По знаку виконта стражники подошли к Элизии. И тогда гости дали волю своему возмущению. Патриции и рыбаки уважали эту женщину из Каркассона, пришедшую в их город шестнадцать лет назад, совсем почти ребенком. Они видели, как она трудится изо дня в день, и гостиница «Миракль» возле циклопических колонн была гордостью всей Барселоны.
– Граф Бернат меня знает и ценит! – воскликнула Элизия, вставая с места.
Виконт улыбнулся, словно и не замечая негодующих лиц вокруг.
– Тут дело не в маркграфе, это закон, общий для всей Готии. Против вас свидетельствует дворянин Дрого де Борр.
Судья предъявил старинный пергамент, и в груди Элизии болью отозвалось воспоминание о дне, когда они с Гали нашли горшок с монетами, – вот только женщина не знала, тот ли это листок. Прежде чем судья убрал пергамент, она успела прочесть одно только имя: Гомбау. Дедушка Гали. Элизия задрожала, до сих пор не понимая, в чем дело. Года потребовала пергамент себе и, прочитав, побледнела.
– Что происходит, виконт? – спросила Элизия, предчувствуя беду. – Что я сделала?
– Твой муж ничего тебе не рассказывал?
– О чем? – Ей было трудно дышать.
– Гали на самом деле не являлся свободным человеком, он был servus fiscalis, государственный раб по имени Трасмир. И дедом его был не графский вассал Гомбау, а один из его рабов, тоже по имени Трасмир. Вся его семья принадлежала к mancipia[49]: Карл Лысый передал их графу Сунифреду в восемьсот сорок третьем году, чтобы они работали на государственной земле Вернета, что в Конфленте. Гомбау за ними надзирал. У него был сын и был внук по имени Гали. Дом, в котором сейчас помещается гостиница, принадлежал Гомбау, который проводил большую часть времени с семьей в Вернете. Когда в восемьсот сорок восьмом году Гильем Септиманский казнил графа Сунифреда, Гомбау тоже находился в Барселоне. Он боялся, что его постигнет та же участь, и с помощью верного раба Трасмира спрятал в своем доме деньги и этот документ, а потом бежал.
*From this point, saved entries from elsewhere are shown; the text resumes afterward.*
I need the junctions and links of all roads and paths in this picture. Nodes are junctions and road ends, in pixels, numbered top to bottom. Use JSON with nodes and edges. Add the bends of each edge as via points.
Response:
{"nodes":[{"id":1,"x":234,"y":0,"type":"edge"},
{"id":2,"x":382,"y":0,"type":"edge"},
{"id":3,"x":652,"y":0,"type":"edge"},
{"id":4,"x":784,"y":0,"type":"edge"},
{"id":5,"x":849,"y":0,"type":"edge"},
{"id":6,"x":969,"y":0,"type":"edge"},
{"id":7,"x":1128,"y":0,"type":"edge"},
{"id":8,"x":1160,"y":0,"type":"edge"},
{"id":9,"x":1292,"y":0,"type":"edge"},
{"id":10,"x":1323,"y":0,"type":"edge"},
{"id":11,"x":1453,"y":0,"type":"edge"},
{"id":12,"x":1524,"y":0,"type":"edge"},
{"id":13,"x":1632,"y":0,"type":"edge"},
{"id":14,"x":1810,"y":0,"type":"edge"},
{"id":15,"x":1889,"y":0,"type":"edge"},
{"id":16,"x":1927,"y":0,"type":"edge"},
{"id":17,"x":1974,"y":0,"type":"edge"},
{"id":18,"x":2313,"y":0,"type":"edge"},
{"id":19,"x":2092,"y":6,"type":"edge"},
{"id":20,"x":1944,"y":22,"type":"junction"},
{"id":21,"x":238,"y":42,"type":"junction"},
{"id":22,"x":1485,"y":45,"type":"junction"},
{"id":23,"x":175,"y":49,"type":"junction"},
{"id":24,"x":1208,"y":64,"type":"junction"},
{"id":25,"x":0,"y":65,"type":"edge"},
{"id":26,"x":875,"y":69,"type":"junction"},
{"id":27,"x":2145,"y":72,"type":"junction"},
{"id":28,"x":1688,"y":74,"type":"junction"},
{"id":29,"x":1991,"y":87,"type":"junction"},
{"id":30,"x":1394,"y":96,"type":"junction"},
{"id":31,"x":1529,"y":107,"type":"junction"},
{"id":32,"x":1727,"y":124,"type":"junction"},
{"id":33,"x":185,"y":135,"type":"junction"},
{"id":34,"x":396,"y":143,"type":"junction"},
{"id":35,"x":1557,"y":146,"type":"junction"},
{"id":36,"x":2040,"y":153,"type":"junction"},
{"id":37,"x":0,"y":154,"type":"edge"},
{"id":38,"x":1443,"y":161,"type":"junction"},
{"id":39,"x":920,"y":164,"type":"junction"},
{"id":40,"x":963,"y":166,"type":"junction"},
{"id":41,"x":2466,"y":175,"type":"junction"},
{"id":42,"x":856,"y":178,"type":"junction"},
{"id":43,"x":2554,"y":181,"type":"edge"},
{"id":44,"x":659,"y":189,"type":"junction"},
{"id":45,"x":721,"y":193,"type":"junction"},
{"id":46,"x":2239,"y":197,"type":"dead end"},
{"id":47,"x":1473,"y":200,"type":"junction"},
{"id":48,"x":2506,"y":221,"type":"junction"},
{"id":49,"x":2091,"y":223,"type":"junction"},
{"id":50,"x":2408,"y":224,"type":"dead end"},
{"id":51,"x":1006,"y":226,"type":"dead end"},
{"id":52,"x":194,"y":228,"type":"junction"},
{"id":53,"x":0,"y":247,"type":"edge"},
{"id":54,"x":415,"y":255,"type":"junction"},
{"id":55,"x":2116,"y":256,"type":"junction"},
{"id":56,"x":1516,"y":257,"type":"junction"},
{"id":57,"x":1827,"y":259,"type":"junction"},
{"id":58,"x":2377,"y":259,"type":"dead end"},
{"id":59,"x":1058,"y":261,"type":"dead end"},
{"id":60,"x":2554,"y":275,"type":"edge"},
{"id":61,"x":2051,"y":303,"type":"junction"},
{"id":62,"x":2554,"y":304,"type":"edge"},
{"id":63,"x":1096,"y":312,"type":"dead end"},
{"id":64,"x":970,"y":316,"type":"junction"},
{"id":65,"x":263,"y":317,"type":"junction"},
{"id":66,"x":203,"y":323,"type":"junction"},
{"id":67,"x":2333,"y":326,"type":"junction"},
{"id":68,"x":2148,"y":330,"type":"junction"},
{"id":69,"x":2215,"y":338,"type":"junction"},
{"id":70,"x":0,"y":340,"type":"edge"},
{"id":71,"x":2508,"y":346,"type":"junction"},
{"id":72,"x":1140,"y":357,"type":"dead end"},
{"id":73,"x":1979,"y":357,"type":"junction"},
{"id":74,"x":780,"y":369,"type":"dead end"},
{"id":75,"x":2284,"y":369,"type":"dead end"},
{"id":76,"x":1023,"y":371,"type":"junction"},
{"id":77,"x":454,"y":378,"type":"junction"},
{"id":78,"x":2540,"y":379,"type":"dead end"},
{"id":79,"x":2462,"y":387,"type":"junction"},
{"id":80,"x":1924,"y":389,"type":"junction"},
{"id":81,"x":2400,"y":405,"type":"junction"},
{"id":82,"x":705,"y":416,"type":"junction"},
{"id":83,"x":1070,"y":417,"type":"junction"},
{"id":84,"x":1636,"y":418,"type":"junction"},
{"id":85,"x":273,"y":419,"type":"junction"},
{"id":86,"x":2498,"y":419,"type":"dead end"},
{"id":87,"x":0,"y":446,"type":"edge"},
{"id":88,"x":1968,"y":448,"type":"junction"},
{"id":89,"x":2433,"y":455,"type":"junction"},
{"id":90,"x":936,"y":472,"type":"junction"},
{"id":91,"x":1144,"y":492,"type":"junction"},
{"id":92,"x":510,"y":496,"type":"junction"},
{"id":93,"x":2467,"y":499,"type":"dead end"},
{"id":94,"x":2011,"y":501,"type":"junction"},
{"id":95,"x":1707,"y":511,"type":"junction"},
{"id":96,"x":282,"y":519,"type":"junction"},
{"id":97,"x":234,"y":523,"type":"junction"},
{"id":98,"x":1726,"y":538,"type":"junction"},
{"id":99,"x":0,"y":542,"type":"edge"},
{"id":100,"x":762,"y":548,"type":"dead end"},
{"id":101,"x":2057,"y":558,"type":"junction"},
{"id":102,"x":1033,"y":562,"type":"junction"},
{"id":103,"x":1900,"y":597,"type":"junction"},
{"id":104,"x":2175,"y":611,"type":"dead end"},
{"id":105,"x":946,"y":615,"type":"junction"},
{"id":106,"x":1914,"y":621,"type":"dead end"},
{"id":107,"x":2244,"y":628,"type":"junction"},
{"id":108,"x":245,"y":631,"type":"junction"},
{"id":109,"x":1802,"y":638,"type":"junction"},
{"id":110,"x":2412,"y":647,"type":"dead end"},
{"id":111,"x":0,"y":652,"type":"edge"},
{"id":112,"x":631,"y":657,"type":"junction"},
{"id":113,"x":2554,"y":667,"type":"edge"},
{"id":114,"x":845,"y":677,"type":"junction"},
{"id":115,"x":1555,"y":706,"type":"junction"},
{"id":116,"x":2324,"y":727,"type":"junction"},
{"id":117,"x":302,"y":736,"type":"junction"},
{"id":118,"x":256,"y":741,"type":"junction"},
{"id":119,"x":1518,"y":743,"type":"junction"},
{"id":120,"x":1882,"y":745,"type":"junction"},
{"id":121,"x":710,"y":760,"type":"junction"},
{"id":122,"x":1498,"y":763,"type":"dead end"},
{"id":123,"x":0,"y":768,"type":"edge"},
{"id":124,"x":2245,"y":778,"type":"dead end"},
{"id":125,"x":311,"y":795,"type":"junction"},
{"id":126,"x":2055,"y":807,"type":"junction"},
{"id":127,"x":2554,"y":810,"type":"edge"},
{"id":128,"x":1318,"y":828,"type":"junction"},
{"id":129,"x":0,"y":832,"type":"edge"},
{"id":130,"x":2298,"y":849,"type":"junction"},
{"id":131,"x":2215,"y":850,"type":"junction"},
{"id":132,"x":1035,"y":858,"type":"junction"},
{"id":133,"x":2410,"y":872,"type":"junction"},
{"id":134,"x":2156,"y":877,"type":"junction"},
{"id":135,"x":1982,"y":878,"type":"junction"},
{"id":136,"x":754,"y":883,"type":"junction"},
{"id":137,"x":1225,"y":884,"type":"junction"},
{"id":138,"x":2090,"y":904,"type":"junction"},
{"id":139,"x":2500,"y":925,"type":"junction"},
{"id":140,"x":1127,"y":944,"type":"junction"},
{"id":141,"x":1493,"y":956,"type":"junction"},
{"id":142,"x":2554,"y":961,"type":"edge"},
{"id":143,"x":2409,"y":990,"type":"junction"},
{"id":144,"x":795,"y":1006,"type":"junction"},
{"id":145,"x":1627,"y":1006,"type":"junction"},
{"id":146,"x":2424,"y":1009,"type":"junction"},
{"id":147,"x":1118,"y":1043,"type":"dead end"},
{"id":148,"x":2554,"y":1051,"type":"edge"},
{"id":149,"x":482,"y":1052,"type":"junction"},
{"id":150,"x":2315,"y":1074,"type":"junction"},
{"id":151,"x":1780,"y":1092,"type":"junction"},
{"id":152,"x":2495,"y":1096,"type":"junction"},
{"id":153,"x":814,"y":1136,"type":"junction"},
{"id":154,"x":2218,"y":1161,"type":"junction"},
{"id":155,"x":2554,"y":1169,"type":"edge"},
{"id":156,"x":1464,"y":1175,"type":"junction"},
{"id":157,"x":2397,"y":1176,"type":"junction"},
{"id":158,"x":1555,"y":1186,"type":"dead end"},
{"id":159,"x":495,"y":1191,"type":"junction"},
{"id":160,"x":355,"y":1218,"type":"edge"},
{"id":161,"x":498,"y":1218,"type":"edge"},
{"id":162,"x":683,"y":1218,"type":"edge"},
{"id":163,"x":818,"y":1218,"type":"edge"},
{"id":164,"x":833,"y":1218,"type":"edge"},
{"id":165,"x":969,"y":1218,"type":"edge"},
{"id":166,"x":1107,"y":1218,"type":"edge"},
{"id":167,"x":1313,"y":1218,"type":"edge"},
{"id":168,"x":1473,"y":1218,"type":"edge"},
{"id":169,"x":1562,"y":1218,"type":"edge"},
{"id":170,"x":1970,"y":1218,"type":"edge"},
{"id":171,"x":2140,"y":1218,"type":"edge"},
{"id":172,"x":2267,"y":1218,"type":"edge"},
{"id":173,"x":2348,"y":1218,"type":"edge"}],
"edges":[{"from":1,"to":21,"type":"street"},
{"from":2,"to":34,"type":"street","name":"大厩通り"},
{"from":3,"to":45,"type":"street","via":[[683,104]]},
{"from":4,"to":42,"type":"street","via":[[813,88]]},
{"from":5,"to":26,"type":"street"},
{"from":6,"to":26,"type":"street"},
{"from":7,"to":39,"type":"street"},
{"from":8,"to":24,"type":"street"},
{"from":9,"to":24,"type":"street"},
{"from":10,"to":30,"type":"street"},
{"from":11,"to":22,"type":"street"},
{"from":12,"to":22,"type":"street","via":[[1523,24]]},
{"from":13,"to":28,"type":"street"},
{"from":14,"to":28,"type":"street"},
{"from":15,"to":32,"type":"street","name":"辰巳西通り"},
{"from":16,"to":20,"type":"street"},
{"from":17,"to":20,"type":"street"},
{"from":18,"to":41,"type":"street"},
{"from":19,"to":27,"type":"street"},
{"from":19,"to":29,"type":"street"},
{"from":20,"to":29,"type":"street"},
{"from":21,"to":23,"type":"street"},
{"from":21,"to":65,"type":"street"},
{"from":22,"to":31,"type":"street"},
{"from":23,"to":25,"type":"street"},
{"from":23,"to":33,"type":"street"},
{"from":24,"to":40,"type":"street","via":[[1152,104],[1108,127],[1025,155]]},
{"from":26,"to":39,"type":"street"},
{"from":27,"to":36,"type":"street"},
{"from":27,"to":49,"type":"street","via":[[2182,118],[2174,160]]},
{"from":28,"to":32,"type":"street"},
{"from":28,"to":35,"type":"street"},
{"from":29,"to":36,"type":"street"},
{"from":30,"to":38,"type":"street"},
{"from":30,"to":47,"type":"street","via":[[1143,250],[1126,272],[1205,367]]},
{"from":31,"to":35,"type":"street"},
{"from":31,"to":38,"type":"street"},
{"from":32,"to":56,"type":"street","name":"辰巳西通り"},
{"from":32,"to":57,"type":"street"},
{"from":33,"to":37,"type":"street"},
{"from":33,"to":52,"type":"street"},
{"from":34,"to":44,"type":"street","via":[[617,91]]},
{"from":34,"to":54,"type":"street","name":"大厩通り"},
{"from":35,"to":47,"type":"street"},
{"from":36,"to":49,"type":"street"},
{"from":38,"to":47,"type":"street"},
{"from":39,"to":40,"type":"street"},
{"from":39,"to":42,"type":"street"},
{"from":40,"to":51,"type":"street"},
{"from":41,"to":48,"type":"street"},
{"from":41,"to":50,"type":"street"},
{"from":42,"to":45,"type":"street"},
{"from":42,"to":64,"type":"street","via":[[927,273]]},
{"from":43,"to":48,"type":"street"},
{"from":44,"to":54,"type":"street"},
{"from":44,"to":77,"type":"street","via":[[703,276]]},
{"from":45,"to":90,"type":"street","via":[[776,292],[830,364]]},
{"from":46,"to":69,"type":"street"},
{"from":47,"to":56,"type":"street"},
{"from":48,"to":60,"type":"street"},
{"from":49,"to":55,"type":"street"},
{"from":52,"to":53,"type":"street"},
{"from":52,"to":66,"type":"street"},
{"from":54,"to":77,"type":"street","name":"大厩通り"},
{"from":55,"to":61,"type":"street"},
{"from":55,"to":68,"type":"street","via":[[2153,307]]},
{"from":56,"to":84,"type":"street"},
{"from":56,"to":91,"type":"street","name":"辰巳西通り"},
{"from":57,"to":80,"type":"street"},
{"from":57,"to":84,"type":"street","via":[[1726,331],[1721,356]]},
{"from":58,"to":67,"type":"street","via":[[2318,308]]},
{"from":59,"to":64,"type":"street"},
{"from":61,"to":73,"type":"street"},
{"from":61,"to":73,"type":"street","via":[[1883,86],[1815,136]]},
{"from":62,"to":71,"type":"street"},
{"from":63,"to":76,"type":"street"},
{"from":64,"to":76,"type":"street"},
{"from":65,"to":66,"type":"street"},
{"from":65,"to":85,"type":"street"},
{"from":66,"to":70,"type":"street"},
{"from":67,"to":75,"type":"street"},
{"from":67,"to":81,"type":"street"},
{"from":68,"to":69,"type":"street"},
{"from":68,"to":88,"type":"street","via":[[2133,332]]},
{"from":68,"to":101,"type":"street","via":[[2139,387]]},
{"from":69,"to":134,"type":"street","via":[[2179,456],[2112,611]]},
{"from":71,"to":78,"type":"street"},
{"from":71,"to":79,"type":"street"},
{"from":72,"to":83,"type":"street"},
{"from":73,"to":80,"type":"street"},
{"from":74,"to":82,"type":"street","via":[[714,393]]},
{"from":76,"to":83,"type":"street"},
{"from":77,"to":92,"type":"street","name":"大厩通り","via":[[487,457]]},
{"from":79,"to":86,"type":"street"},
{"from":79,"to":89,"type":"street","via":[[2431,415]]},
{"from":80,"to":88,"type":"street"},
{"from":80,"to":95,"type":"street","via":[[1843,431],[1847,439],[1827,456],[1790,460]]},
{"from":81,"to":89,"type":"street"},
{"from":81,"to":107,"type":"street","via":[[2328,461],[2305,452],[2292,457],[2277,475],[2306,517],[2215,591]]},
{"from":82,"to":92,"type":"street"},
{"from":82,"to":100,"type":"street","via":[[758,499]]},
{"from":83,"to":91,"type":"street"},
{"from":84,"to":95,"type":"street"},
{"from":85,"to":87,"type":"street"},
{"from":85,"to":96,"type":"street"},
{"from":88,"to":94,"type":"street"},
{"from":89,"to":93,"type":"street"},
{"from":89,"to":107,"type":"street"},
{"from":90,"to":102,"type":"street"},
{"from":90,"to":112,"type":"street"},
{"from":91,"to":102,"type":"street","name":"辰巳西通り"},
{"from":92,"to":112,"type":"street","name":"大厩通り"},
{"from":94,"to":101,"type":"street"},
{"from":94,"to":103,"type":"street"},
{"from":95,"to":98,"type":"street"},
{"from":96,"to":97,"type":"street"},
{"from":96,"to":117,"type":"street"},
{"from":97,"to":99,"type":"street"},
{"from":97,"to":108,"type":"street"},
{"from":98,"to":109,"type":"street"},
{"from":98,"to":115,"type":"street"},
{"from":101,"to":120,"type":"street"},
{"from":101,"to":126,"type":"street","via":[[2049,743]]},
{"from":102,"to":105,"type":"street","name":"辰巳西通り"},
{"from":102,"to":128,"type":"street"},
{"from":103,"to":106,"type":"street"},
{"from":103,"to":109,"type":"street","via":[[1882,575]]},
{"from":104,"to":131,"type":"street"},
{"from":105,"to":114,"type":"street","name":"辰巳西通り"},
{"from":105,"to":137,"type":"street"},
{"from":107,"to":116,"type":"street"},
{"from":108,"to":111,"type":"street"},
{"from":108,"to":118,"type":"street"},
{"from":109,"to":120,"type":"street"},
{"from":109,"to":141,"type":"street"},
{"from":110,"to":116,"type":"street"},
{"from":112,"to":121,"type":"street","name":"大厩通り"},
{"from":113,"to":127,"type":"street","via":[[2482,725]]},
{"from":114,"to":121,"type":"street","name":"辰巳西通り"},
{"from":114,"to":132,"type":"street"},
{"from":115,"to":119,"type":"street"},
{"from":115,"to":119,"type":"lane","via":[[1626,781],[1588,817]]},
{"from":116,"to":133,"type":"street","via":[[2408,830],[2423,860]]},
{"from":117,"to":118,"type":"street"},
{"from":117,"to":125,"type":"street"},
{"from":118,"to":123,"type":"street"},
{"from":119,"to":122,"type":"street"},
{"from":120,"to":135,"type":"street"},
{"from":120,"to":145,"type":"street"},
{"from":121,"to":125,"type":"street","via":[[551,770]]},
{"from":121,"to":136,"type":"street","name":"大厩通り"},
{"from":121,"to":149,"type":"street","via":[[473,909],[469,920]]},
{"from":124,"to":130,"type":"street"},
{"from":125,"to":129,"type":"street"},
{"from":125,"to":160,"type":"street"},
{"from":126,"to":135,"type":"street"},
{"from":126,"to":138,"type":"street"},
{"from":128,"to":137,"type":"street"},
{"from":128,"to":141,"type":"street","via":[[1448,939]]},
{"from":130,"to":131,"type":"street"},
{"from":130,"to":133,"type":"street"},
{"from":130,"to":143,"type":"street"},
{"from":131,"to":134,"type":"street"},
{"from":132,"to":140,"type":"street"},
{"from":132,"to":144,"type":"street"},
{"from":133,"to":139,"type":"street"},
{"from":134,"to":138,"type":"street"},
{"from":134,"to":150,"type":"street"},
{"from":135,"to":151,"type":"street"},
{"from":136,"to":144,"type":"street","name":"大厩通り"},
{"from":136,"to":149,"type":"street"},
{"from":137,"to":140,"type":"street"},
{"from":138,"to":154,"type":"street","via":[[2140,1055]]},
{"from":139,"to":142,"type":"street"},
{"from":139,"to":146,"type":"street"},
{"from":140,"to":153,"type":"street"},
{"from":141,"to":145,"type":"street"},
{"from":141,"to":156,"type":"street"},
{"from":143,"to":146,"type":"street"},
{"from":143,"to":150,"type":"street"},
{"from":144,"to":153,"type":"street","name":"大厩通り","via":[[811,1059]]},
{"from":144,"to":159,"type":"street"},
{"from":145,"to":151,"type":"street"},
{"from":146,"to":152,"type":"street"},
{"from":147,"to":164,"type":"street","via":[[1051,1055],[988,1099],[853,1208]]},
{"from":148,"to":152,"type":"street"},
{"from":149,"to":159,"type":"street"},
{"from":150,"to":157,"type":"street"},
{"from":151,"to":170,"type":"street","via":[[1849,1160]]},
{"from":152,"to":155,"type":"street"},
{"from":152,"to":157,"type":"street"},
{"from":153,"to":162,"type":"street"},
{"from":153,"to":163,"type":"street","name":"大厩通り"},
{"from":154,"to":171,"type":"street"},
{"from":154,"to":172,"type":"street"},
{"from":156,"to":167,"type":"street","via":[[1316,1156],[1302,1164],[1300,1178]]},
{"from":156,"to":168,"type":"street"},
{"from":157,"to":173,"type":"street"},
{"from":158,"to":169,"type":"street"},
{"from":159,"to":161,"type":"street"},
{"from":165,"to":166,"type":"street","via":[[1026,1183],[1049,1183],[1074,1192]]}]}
Элизия пошатнулась, ее поддержали стражники. А виконт уже вытащил второй пергамент, по виду свежий. Элизия узнала крест, которым расписывался ее муж.
– Гомбау хотел бежать вместе с семьей в какой-нибудь северный город. По словам твоего супруга, в лесу близ Вернета Трасмир убил своего господина, чтобы в других краях выдавать себя за Гомбау. Перед смертью он рассказал своему внуку про горшок с монетами. Чтобы завладеть и домом, и деньгами, парню оставалось только попасть в Барселону и выдать себя за внука Гомбау, которого там никто никогда не видел. Для большего правдоподобия он стал называть себя другим именем – Гали. Чего не знали дед с внуком – так это что спрятанный пергамент представлял собой официальный документ, список рабов, переданных в mancipia.